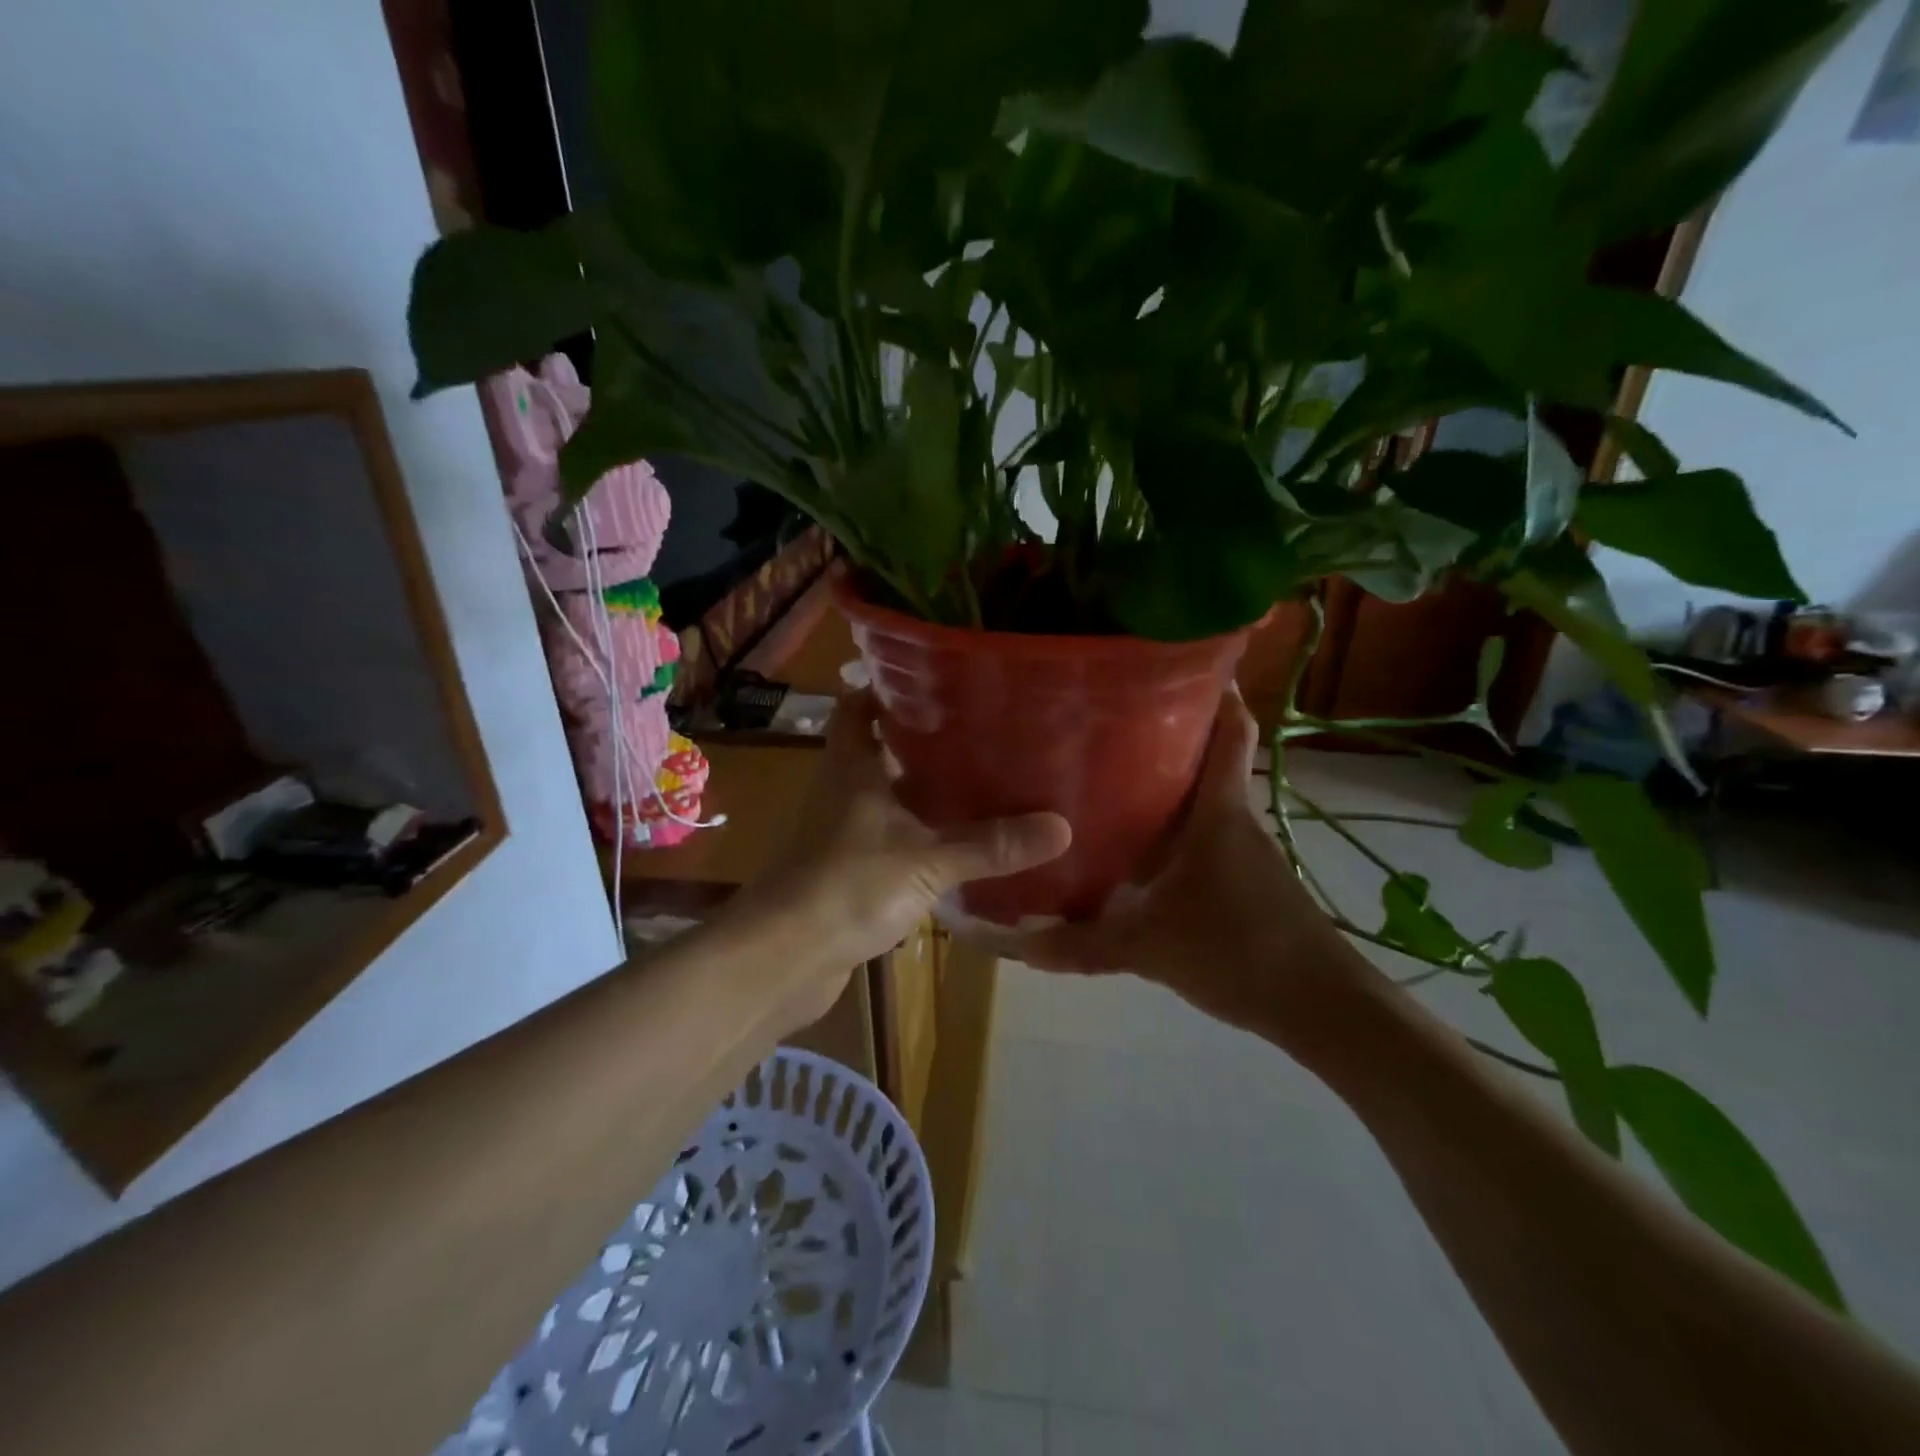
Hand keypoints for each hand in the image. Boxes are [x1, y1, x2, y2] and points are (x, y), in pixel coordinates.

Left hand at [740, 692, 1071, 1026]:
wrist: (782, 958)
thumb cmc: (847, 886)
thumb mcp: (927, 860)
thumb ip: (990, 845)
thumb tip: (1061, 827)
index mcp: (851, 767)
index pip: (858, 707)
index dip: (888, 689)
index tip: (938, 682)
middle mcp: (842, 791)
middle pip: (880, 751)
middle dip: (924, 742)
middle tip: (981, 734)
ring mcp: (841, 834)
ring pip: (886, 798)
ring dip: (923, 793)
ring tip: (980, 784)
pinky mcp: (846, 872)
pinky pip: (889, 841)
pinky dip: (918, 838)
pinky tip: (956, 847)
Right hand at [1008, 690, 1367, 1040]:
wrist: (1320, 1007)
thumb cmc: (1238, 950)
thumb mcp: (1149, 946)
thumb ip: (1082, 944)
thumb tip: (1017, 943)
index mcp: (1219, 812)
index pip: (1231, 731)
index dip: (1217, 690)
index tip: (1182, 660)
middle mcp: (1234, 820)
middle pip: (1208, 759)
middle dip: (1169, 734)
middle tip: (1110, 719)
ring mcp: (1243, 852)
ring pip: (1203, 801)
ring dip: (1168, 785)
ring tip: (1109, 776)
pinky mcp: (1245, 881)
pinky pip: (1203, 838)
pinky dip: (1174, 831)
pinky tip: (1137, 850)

· · · · · · ·

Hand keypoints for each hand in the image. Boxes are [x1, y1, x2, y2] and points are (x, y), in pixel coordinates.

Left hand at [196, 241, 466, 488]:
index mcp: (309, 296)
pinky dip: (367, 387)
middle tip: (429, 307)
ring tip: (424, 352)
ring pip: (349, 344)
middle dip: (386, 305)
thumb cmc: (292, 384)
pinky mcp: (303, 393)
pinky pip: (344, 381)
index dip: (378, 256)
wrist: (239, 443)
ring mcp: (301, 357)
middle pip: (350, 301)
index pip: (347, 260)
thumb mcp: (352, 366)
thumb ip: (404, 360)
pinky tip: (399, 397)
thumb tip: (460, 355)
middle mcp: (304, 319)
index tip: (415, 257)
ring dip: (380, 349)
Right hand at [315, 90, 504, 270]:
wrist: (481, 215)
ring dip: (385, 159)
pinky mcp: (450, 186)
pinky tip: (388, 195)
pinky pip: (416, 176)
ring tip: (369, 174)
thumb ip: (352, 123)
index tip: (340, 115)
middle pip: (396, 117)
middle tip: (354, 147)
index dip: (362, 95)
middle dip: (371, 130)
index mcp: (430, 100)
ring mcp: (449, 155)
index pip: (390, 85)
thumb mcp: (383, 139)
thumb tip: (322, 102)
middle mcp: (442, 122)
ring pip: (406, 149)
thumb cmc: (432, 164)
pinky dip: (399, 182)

· · · · · · ·

:: Task item ::
A line belongs in the answer if it contains the word "hand"; please copy each such line from the material.

:: Exercise response ::
Hand keypoints for each hand in the image. Boxes are [x1, y1, x2, y2] and points are (x, y), in pixel coordinates.
Left hand at [740, 692, 1071, 1026]:
Right hand at [1008, 690, 1367, 1040]:
Hand keypoints for each hand in the image. Boxes are [x1, y1, x2, y2] and points are (x, y), in pixel coordinates.
Left hand at [196, 241, 466, 488]:
Right hand at [315, 90, 504, 270]:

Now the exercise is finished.